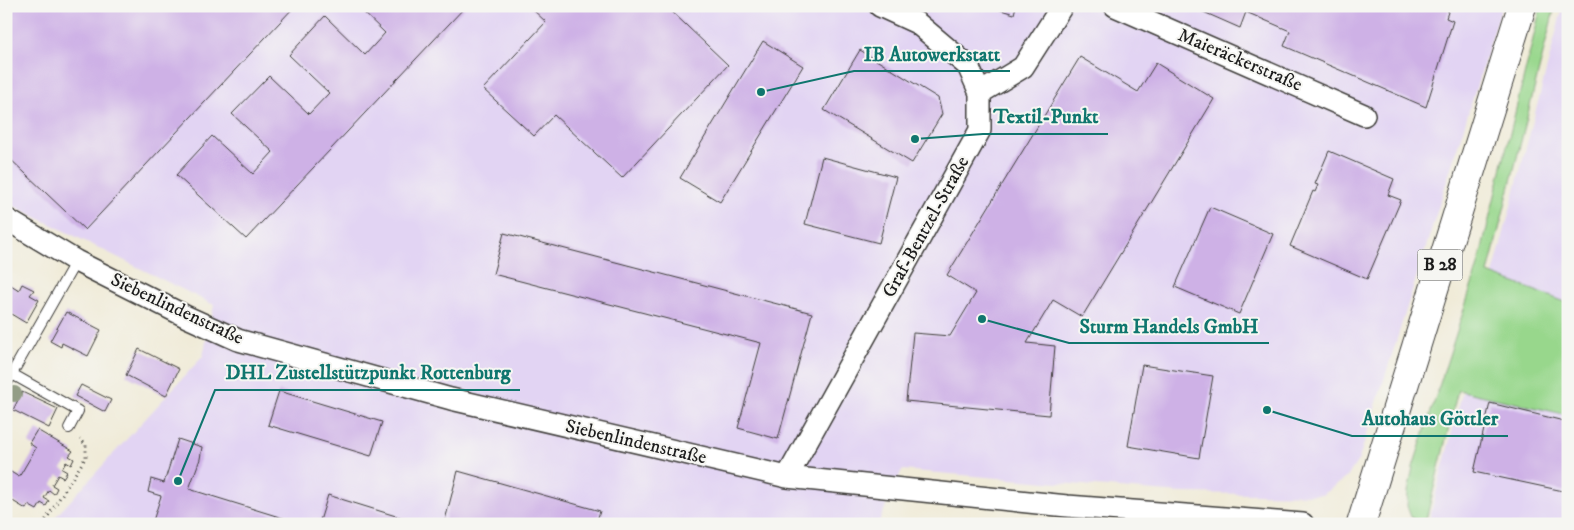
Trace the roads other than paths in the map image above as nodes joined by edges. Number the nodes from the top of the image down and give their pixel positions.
1 (880, 6) edge
2 (1062, 6) edge
3 (1115, 6) edge
4 (1522, 6) edge
5 (980, 93) junction
6 (1364, 115) dead end
7 (6, 219) edge
8 (76, 261) junction
9 (12, 374) junction
10 (6, 384) edge
11 (68, 428) dead end
12 (787, 477) junction
13 (1303, 524) edge
14 (1360, 524) edge

1 - 5 street, Graf-Bentzel-Straße
2 - 5 street
3 - 6 street, Maieräckerstraße
4 - 14 main road, B 28
5 - 12 street, Graf-Bentzel-Straße
7 - 8 street, Siebenlindenstraße
8 - 9 lane
8 - 12 street, Siebenlindenstraße
9 - 10 lane
9 - 11 lane
12 - 13 street, Siebenlindenstraße

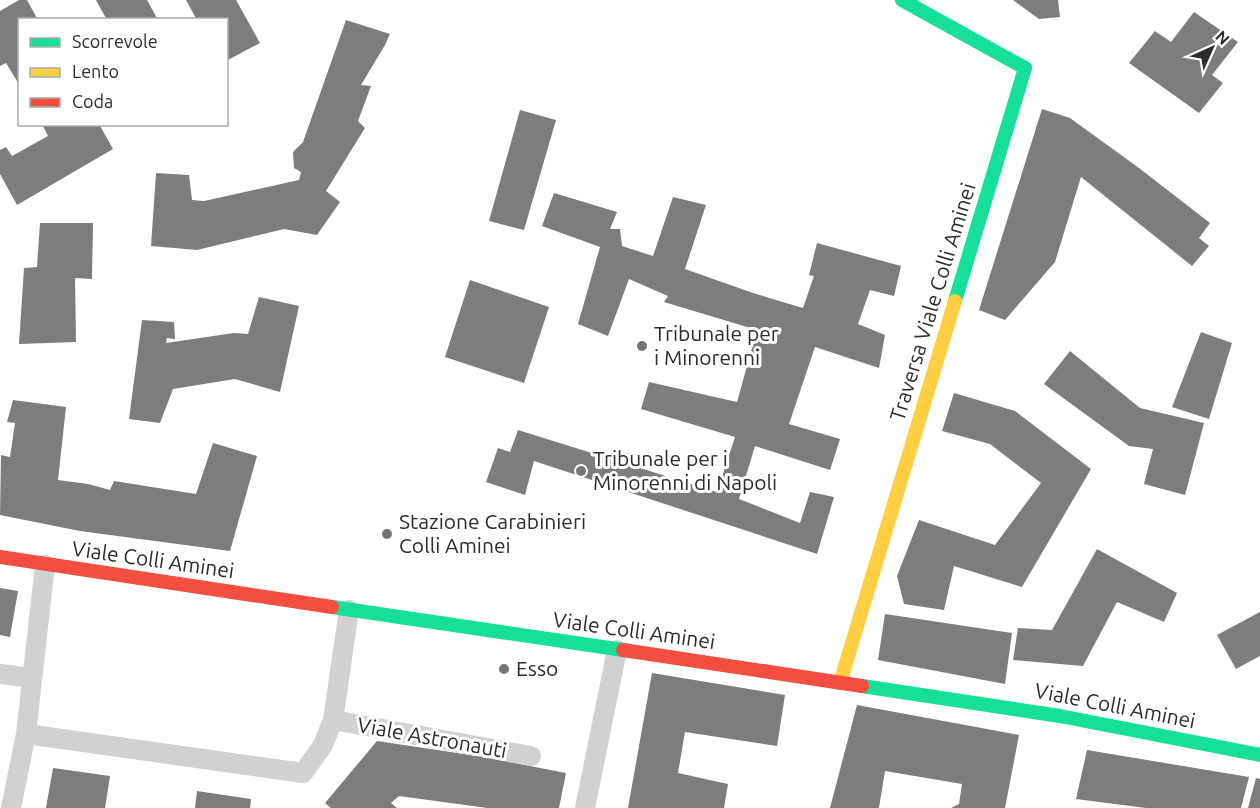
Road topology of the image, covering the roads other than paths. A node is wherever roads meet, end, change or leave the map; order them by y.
1 (903, 0) edge
2 (0, 557) edge
3 (45, 565) junction
4 (349, 610) junction
5 (617, 650) junction
6 (0, 674) edge
7 (32, 678) junction
8 (840, 683) junction
9 (333, 720) junction
10 (26, 734) junction
11 (1260, 755) edge
12 (531, 756) dead end
13 (11, 808) edge
14 (585, 808) edge

1 - 8 main road, Traversa Viale Colli Aminei
2 - 3 main road, Viale Colli Aminei
3 - 4 main road, Viale Colli Aminei
3 - 7 street
4 - 5 main road, Viale Colli Aminei
4 - 9 street
5 - 8 main road, Viale Colli Aminei
5 - 14 street
6 - 7 street
7 - 10 street
8 - 11 main road, Viale Colli Aminei
9 - 10 street
9 - 12 street, Viale Astronauti
10 - 13 street

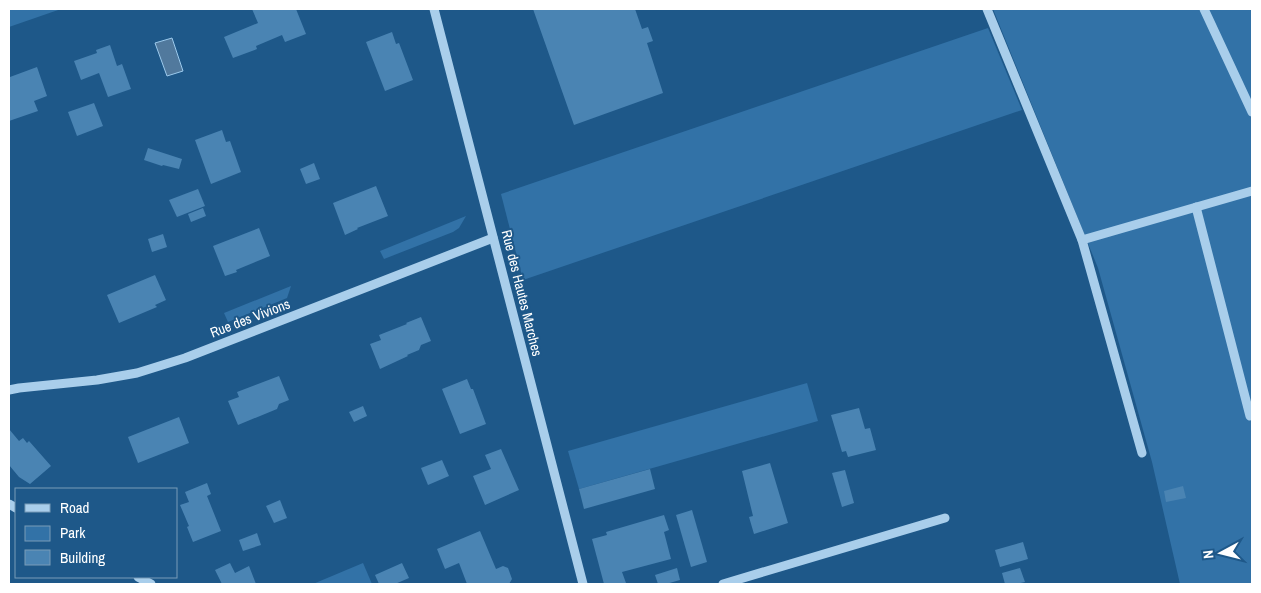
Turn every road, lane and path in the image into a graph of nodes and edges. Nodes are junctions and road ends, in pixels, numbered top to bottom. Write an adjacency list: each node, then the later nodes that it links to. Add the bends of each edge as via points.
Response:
1 (434, 9): 7 (street, Rue des Hautes Marches)
2 (987, 9): 8 (street)
3 (1204, 9): 4 (street)
4 (1252, 112)
5 (1252, 191): 6 (street)
6 (1196, 207): 8 (street); 10 (street)
7 (493, 238): 9 (street, Rue des Vivions, via 185,358 137,373); 15 (street, Rue des Hautes Marches)
8 (1082, 240): 11 (street)
9 (9, 390)
10 (1250, 416)
11 (1142, 453)
12 (944, 518): 16 (street)
13 (140, 578): 14 (street)
14 (151, 584)
15 (584, 584)
16 (723, 584)

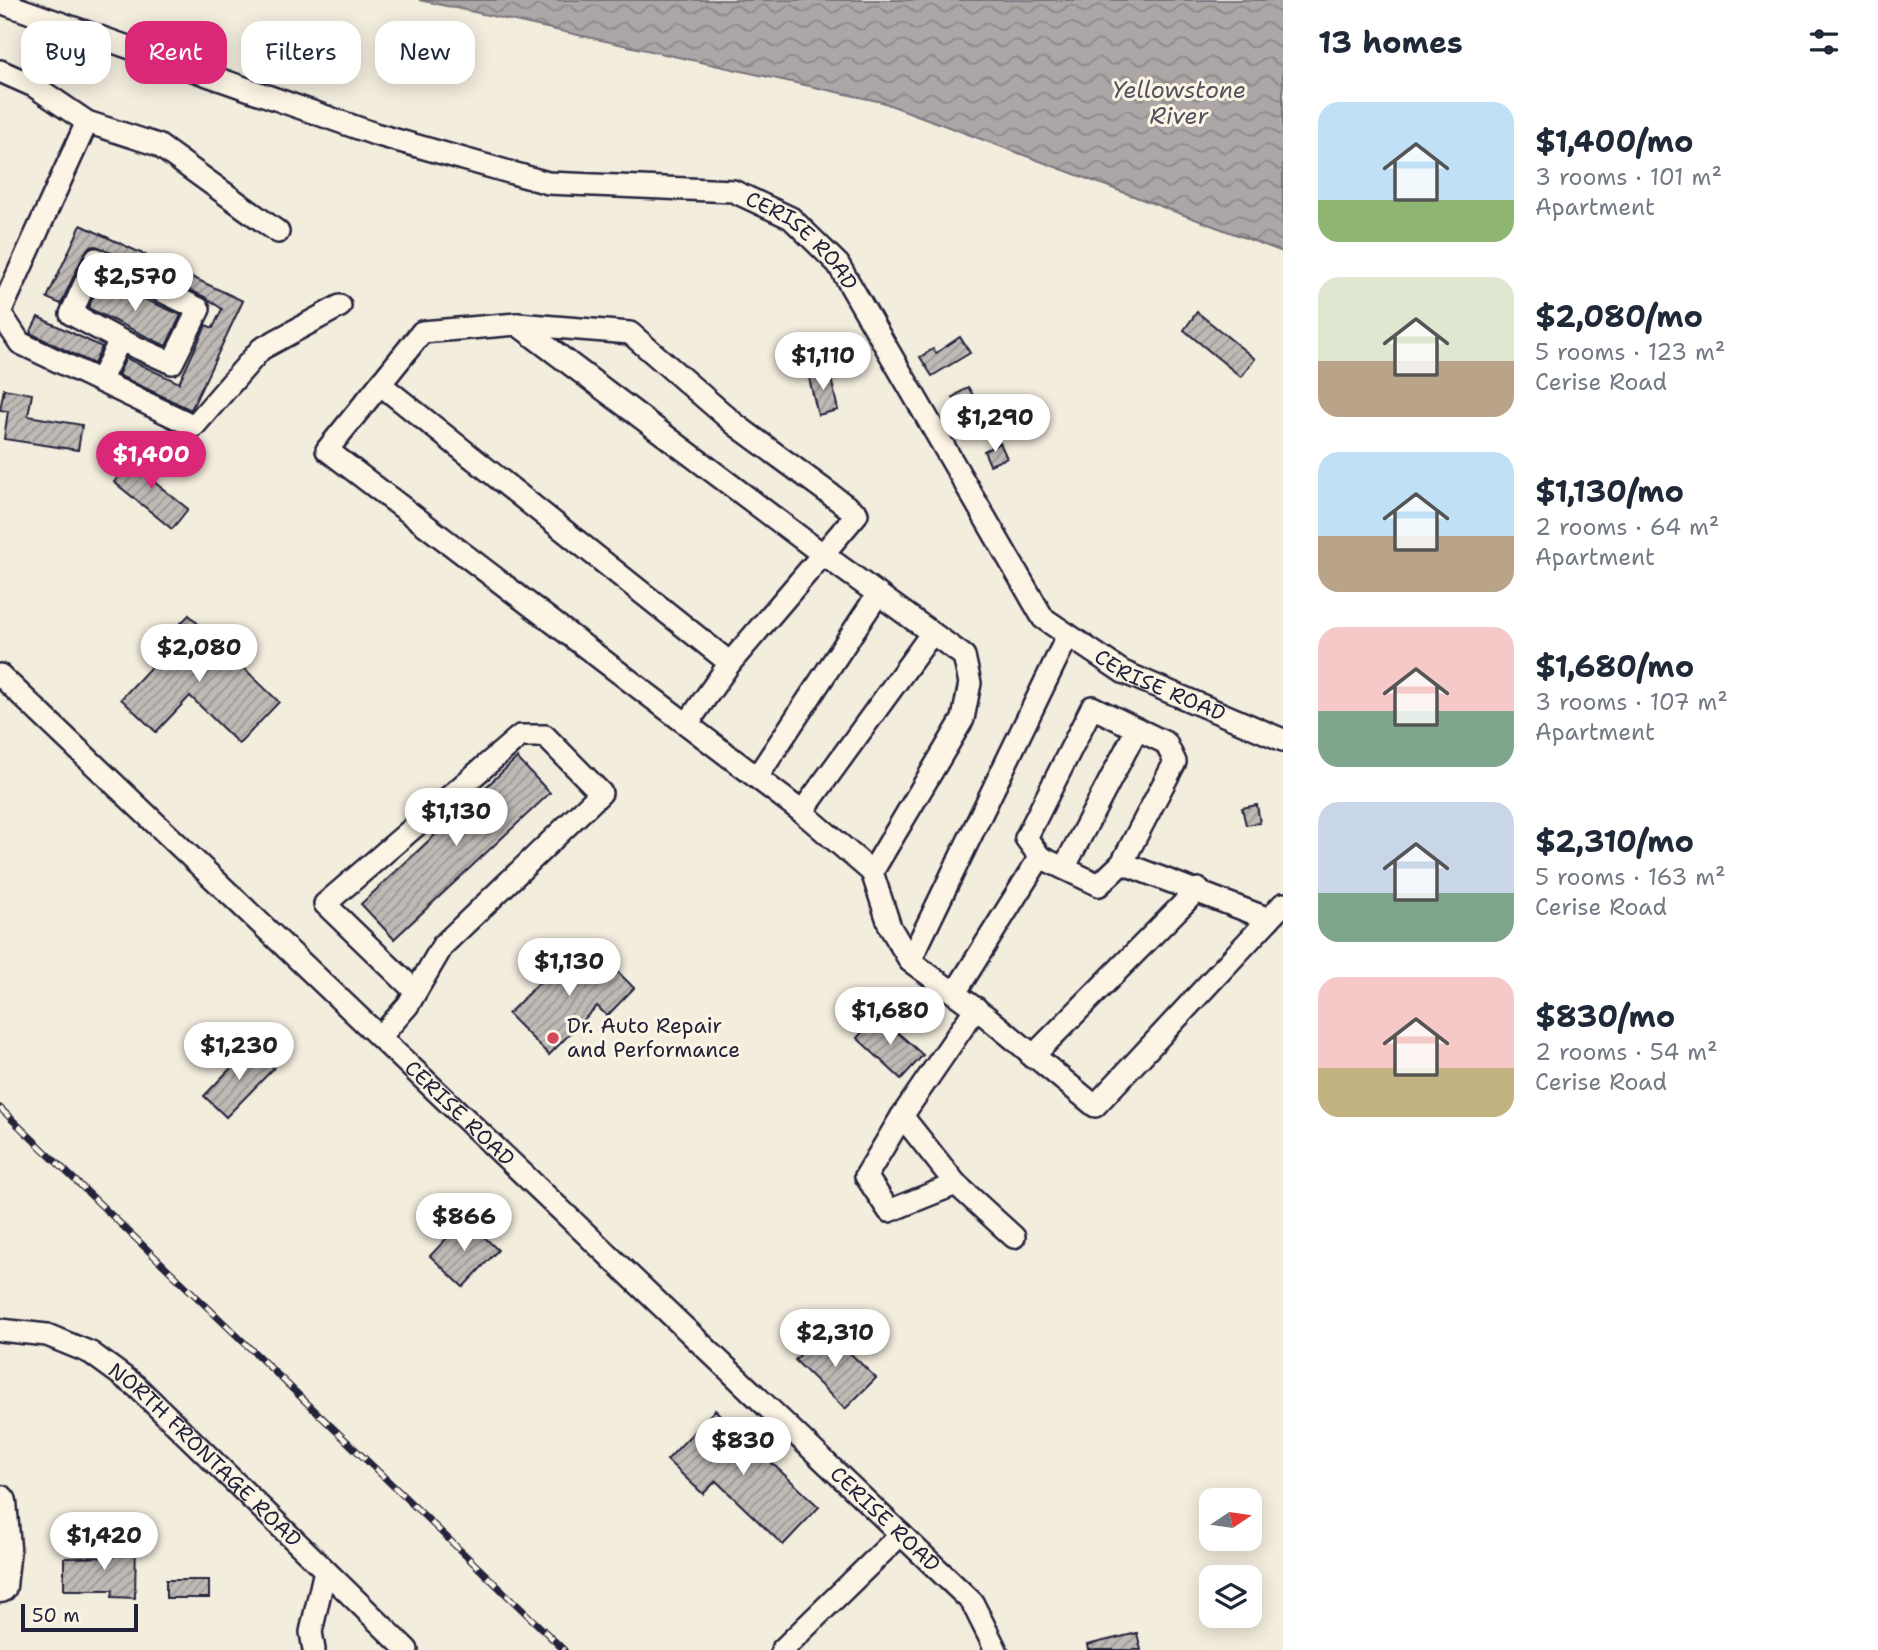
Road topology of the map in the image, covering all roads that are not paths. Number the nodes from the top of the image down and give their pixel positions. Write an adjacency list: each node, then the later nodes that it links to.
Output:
1 (0, 2): 14 (street, CERISE ROAD)
2 (0, 71): 3 (street)
3 (86, 122): 4 (street); 6 (street)
4 (278, 232)
5 (340, 306): 9 (street)
6 (1, 314): 9 (street)
7 (517, 324): 10 (street); 11 (street); 11 (street)
8 (120, 340): 8 (street); 9 (street)
9 (100, 381)
10 (380, 384): 15 (street); 17 (street)
11 (821, 553): 12 (street); 15 (street)
12 (878, 594): 13 (street); 20 (street)
13 (932, 633): 21 (street); 25 (street)
14 (1068, 635): 19 (street, CERISE ROAD); 28 (street)
15 (730, 663): 17 (street)
16 (0, 675): 32 (street, CERISE ROAD)
17 (687, 724): 20 (street)
18 (1137, 729): 22 (street); 23 (street); 24 (street)
19 (1283, 740)
20 (757, 777): 21 (street)
21 (802, 812): 25 (street)
22 (1040, 857): 24 (street); 30 (street)
23 (1122, 863): 24 (street); 26 (street)
24 (1064, 868)
25 (872, 873): 28 (street)
26 (1198, 889): 27 (street); 33 (street)
27 (1276, 911): 33 (street)
28 (910, 961): 30 (street)
29 (415, 991): 29 (street); 32 (street)
30 (955, 993): 31 (street)
31 (976, 1008): 33 (street); 34 (street)
32 (380, 1037): 39 (street, CERISE ROAD)
33 (1032, 1057)
34 (902, 1115): 35 (street); 35 (street)
35 (956, 1184): 36 (street)
36 (1014, 1237)
37 (0, 1330): 40 (street, NORTH FRONTAGE ROAD)
38 (0, 1502): 41 (highway)
39 (901, 1534): 44 (street); 45 (street, CERISE ROAD)
40 (325, 1570): 42 (street); 43 (street, NORTH FRONTAGE ROAD)
41 (0, 1586)
42 (314, 1650)
43 (407, 1650)
44 (782, 1650)
45 (996, 1650)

Your task: Between and including the line with "Turn every road, lane" and the line with "Road topology of the map", repeat every line exactly as it appears above, with pictures left out.

Answer to the exercise:
Turn every road, lane and path in the image into a graph of nodes and edges. Nodes are junctions and road ends, in pixels, numbered top to bottom. Write an adjacency list: each node, then the later nodes that it links to. Add the bends of each edge as via points.
Response:
1 (434, 9): 7 (street, Rue des Hautes Marches)
2 (987, 9): 8 (street)
3 (1204, 9): 4 (street)
4 (1252, 112)
5 (1252, 191): 6 (street)
6 (1196, 207): 8 (street); 10 (street)
7 (493, 238): 9 (street, Rue des Vivions, via 185,358 137,373); 15 (street, Rue des Hautes Marches)
8 (1082, 240): 11 (street)
9 (9, 390)
10 (1250, 416)
11 (1142, 453)
12 (944, 518): 16 (street)
13 (140, 578): 14 (street)
14 (151, 584)
15 (584, 584)
16 (723, 584)

Road topology of the map in the image, covering all roads that are not paths. Number the nodes from the top of the image down and give their pixel positions. Write an adjacency list: each node, then the later nodes that it links to.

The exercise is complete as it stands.